Our Supreme Court has long held the opinion that fingerprint evidence constitutes "the strongest evidence of identity." (People v. Adamson (1946) 27 Cal.2d 478, 495; accord, e.g., People v. Andrews (1989) 49 Cal.3d 200, 211; People v. Riser (1956) 47 Cal.2d 566, 589-590.) In People v. Tuggle (2012) 203 Cal.App.4th 1071, a conviction for burglary was sustained against the same claim defendant now makes, because "under California law, it is established that fingerprints are strong evidence of identity and ordinarily are sufficient, without more, to identify the perpetrator of a crime." (Id. at p. 1076, italics added; accord, People v. Preciado (1991) 233 Cal.App.3d 1244, 1246 [defendant's "fingerprint on a wristwatch box found in a burgled . . . condominium" held substantial evidence for burglary conviction].)
The analysis in People v. Bailes (1982) 129 Cal.App.3d 265, 282, is still sound:
"Appellant urges that there was insufficient evidence to support a burglary conviction. This contention is unpersuasive.
"In assessing a sufficiency of evidence challenge, this court 'must review the whole record in the light most favorable to the judgment below to determine whether it discloses substantial evidence—that is, evidence which is reasonable, credible, and of solid value—such that a reasonable trier of fact could find the defendant guilty beyond a reasonable doubt.' (People v. Johnson (1980) 26 Cal.3d 557, 578.)
"Appellant correctly notes that the only evidence linking him to the burglary was the presence of his thumb print on a bathroom window screen of the burglarized home. Fingerprint evidence is, however, 'the strongest evidence of identity, and is ordinarily sufficient alone to identify the defendant.' (People v. Gardner (1969) 71 Cal.2d 843, 849.) Moreover, '[t]he jury is entitled to draw its own inferences as to how the defendant's prints came to be on the [object] and when . . . and to weigh the evidence and opinion of the fingerprint experts." (Ibid.)
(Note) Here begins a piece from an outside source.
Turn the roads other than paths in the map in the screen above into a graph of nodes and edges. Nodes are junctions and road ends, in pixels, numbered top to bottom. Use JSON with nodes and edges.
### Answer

"Several cases have held that evidence of a fingerprint, palm print, or footprint left inside a structure or at a point of unusual access is alone sufficient to support a burglary conviction. (See People v. Bright (1967) 251 Cal.App.2d 395; People v. Corral (1964) 224 Cal.App.2d 300; People v. Rodis (1956) 145 Cal.App.2d 44; and People v. Amador (1970) 8 Cal.App.3d 788.) In the present case, appellant's print was found on a bathroom window screen that had been bent to allow access. The jury could reasonably infer appellant had left his print in the process of burglarizing the residence.
"Viewing the evidence in the light most favorable to the judgment, substantial evidence supported the burglary conviction."
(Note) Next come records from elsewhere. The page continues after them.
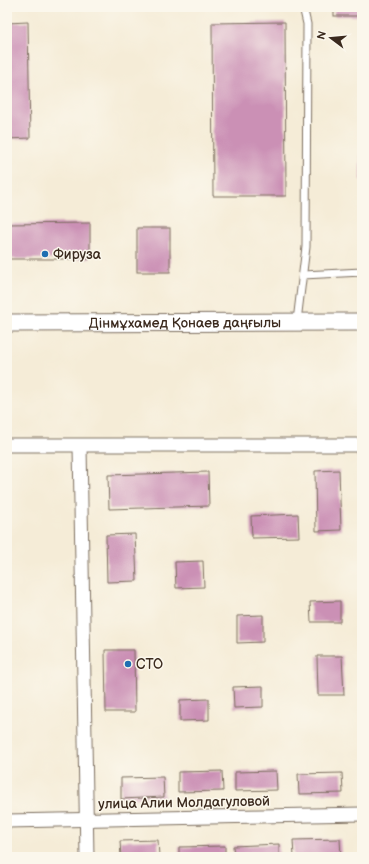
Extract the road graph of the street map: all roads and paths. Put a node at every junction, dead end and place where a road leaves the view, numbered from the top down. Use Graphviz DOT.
graph roads {
  1 [pos="301,7"];
  2 [pos="362,272"];
  3 [pos="303,275"];
  4 [pos="296,321"];
  5 [pos="362,322"];
  6 [pos="7,323"];
  7 [pos="7,445"];
  8 [pos="362,445"];
  9 [pos="80,446"];
  10 [pos="362,814"];
  11 [pos="87,820"];
  12 [pos="7,822"];
  13 [pos="87,857"];
  1 -- 3 [label="lane"];
  2 -- 3 [label="lane"];
  3 -- 4 [label="lane"];
  4 -- 5 [label="street, Дінмұхамед Қонаев даңғылы"];
  4 -- 6 [label="street, Дінмұхамед Қонаев даңғылы"];
  7 -- 9 [label="street"];
  8 -- 9 [label="street"];
  9 -- 11 [label="street"];
  10 -- 11 [label="street, улица Алии Молдагуловой"];
  11 -- 12 [label="street, улица Алии Молдагуловой"];
  11 -- 13 [label="street"];
}
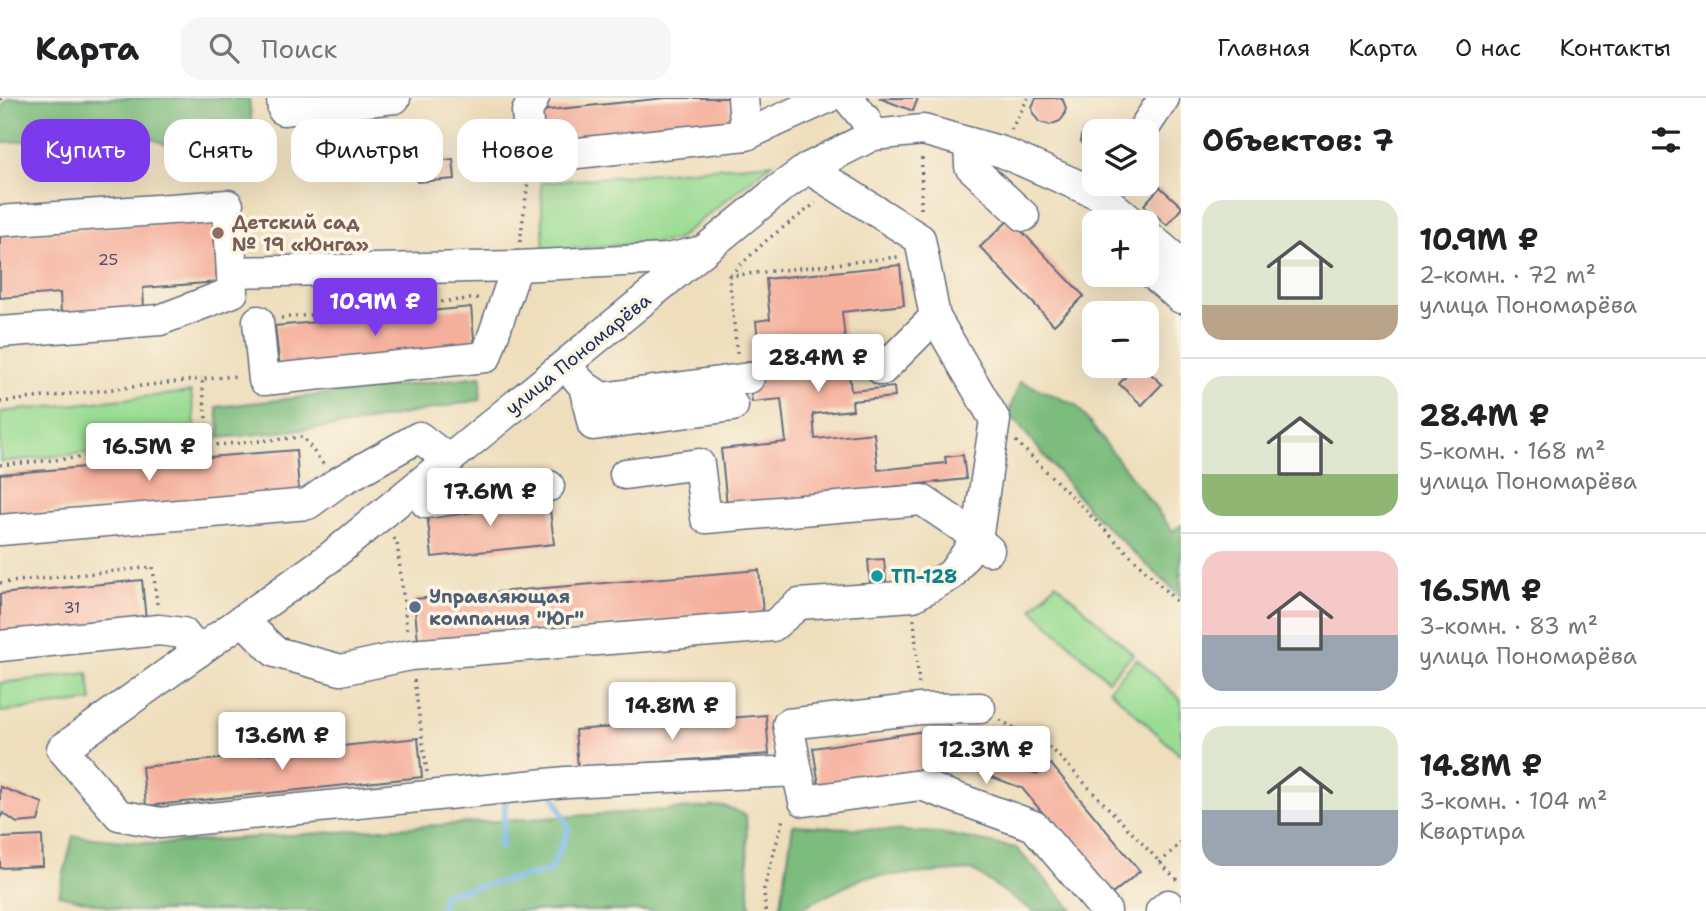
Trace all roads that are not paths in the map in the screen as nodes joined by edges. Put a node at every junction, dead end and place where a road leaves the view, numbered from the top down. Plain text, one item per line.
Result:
1 (282, 98) edge
2 (395, 98) edge
3 (534, 98) edge
4 (743, 98) edge
5 (827, 98) edge
6 (848, 98) edge
7 (1164, 98) edge
8 (1150, 119) edge
9 (746, 135) junction
10 (873, 135) junction
11 (969, 143) junction
12 (819, 175) junction
13 (1082, 181) edge
14 (1110, 196) edge
15 (1122, 210) edge
16 (1024, 216) dead end
17 (0, 222) edge
18 (1159, 245) edge
19 (703, 251) junction
20 (1181, 264) edge
21 (517, 266) junction
22 (232, 272) junction
23 (1159, 279) edge
24 (1181, 298) edge
25 (935, 317) junction
26 (258, 321) road end
27 (0, 332) edge
28 (882, 370) dead end
29 (575, 376) junction
30 (741, 388) road end
31 (449, 460) junction
32 (625, 474) dead end
33 (548, 486) dead end
34 (415, 488) junction
35 (0, 530) edge
36 (984, 545) junction
37 (243, 620) junction
38 (0, 646) edge
39 (198, 652) junction
40 (980, 709) road end
41 (797, 771) junction
42 (1106, 911) edge

1 - 2 street
3 - 9 street
4 - 9 street
5 - 9 street
6 - 10 street
7 - 8 street
10 - 11 street, улица Пономарёва
10 - 12 street, улица Пономарёва
11 - 13 street, улица Пономарёва
11 - 16 street
12 - 19 street, улица Пономарёва
12 - 25 street
14 - 15 street, улица Пономарёва
17 - 22 street
18 - 20 street
19 - 21 street
19 - 29 street, улица Пономарёва
21 - 22 street
21 - 26 street
22 - 27 street
23 - 24 street
25 - 28 street
25 - 36 street
29 - 30 street
29 - 31 street, улица Пономарёва
31 - 34 street, улица Пономарёва
31 - 35 street
32 - 36 street
33 - 34 street
34 - 37 street, улица Пономарёва
36 - 37 street
37 - 39 street, улица Пономарёва
38 - 39 street
39 - 41 street, улица Пономарёва
40 - 41 street
41 - 42 street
In Bailes, the defendant's fingerprints were found at the point of entry. Defendant's fingerprints were found inside the burgled structure, on material used for protective wrapping of the items taken. If anything, the location of defendant's fingerprints was even more incriminating. (See People v. Preciado, supra, 233 Cal.App.3d 1244, 1246; People v. Atwood (1963) 223 Cal.App.2d 316, 326 [defendant's palm print found on safe inside burgled structure].) Thus, defendant's burglary conviction has the support of substantial evidence.
Defendant's second contention requires some background. The trial court granted defendant's in limine motion to preclude the prosecution from introducing evidence of, or referring to, "evidence of prior arrests," "any reference to the origins or derivation of such evidence" as "prior booking photographs or booking fingerprints, or evidence regarding the nature of the AFIS database." After the jury was told that the parties "stipulate that the fingerprints used for comparison . . . belong to the defendant," the prosecution's fingerprint expert was asked on direct examination: "So when you have a set of known prints and you have a computer printout, as well as the photo from the computer system that Officer Foster has uploaded, what do you do with all these things?"
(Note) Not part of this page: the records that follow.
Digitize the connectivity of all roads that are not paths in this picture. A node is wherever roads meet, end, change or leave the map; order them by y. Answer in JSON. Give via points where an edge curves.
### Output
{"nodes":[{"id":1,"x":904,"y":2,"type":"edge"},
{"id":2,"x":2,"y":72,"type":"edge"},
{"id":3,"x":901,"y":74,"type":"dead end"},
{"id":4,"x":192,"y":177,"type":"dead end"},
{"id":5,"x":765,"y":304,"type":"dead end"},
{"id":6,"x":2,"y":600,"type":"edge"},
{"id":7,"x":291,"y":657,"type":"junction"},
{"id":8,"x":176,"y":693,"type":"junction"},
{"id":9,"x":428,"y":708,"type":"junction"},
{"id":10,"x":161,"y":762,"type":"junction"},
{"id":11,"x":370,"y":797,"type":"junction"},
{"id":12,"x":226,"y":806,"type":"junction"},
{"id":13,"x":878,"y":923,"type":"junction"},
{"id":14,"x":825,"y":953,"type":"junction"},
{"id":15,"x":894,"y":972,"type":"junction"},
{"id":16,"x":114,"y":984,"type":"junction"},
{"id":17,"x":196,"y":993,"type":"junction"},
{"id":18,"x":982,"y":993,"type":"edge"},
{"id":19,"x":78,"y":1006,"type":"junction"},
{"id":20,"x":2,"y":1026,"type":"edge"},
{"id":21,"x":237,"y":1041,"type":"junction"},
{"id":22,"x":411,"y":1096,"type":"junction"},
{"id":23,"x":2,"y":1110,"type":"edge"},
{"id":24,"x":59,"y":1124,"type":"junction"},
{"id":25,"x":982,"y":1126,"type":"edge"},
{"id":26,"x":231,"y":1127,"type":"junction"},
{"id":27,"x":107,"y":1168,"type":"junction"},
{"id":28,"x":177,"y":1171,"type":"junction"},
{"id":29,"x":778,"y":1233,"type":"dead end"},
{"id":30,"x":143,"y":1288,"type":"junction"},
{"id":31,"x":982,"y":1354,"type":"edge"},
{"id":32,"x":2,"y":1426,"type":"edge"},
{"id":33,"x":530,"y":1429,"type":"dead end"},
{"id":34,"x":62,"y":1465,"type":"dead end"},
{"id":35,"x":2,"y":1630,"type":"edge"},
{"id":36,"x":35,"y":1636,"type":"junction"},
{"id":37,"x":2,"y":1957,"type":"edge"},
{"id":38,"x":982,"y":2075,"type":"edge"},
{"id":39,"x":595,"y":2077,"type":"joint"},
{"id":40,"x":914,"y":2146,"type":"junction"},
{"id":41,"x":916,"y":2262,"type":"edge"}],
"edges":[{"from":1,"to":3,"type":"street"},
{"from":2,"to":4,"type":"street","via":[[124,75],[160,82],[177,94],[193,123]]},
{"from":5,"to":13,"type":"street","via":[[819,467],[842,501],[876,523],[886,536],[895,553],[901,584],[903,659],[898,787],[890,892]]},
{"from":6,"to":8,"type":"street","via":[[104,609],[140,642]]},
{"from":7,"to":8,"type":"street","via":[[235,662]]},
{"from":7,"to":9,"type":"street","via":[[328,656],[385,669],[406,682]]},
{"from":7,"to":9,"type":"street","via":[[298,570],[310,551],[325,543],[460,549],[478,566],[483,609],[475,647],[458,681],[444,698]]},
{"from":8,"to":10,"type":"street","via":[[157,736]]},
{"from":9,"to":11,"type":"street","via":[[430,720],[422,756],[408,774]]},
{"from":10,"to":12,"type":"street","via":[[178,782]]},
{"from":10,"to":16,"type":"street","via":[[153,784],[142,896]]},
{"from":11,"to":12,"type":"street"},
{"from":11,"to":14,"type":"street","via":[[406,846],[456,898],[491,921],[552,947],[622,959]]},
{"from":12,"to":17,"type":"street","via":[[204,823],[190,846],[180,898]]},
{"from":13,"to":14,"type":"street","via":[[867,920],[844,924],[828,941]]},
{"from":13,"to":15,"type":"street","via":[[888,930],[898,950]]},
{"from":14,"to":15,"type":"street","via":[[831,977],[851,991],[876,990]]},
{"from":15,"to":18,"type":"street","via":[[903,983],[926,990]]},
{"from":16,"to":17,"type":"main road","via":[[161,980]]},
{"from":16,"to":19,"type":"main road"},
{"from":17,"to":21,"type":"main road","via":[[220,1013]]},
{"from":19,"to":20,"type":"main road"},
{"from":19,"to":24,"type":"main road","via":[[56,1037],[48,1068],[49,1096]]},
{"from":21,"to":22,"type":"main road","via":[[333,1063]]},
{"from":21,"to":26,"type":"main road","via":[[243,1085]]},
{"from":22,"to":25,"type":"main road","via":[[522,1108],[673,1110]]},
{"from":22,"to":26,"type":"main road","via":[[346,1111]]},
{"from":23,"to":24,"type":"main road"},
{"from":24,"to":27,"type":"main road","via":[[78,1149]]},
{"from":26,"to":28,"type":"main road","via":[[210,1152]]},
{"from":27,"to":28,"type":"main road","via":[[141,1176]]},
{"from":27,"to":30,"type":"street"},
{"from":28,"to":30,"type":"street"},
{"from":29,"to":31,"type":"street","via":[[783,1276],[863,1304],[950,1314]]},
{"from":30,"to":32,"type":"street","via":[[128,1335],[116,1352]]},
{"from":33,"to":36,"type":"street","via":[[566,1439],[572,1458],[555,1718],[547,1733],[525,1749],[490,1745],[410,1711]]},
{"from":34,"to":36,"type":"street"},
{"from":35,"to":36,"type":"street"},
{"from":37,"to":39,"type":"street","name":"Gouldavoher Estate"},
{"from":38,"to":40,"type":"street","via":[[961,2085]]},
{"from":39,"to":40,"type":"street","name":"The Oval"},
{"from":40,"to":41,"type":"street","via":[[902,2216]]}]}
The witness answered: "Well, what I do if—next would be to pull the known prints, because now only—I only have an image, each side's image of the known prints, so what I need is the original copy of the set of fingerprints belonging to that candidate. So I have—I have access to the California Department of Justice archive, and what I do is I go in through that software and enter the CII number, which the State I.D. number for that individual; and I put that into the system and I retrieve a set of known prints for that individual to do the comparison with the original latent."
Defendant's counsel did not immediately object, but waited until direct examination concluded. Then, out of the jury's presence, defense counsel objected that the answer violated the ruling on his in limine motion. Defense counsel asked that the witness's testimony be stricken in its entirety because "[s]triking the individual sentence is just going to draw attention to it." After hearing the prosecutor explain that the violation of the in limine ruling was inadvertent but "innocuous," the court denied the motion to strike. Defense counsel then stated: "I think I'd be ineffective if I didn't ask for a mistrial under the circumstances." That motion was also denied. Doing so, the court characterized the witness's reference to "the California Department of Justice database" as "very cursory" which, though "it may have great significance to those of us who work in this system and are familiar with it[,] I doubt that it has very much significance to the jurors."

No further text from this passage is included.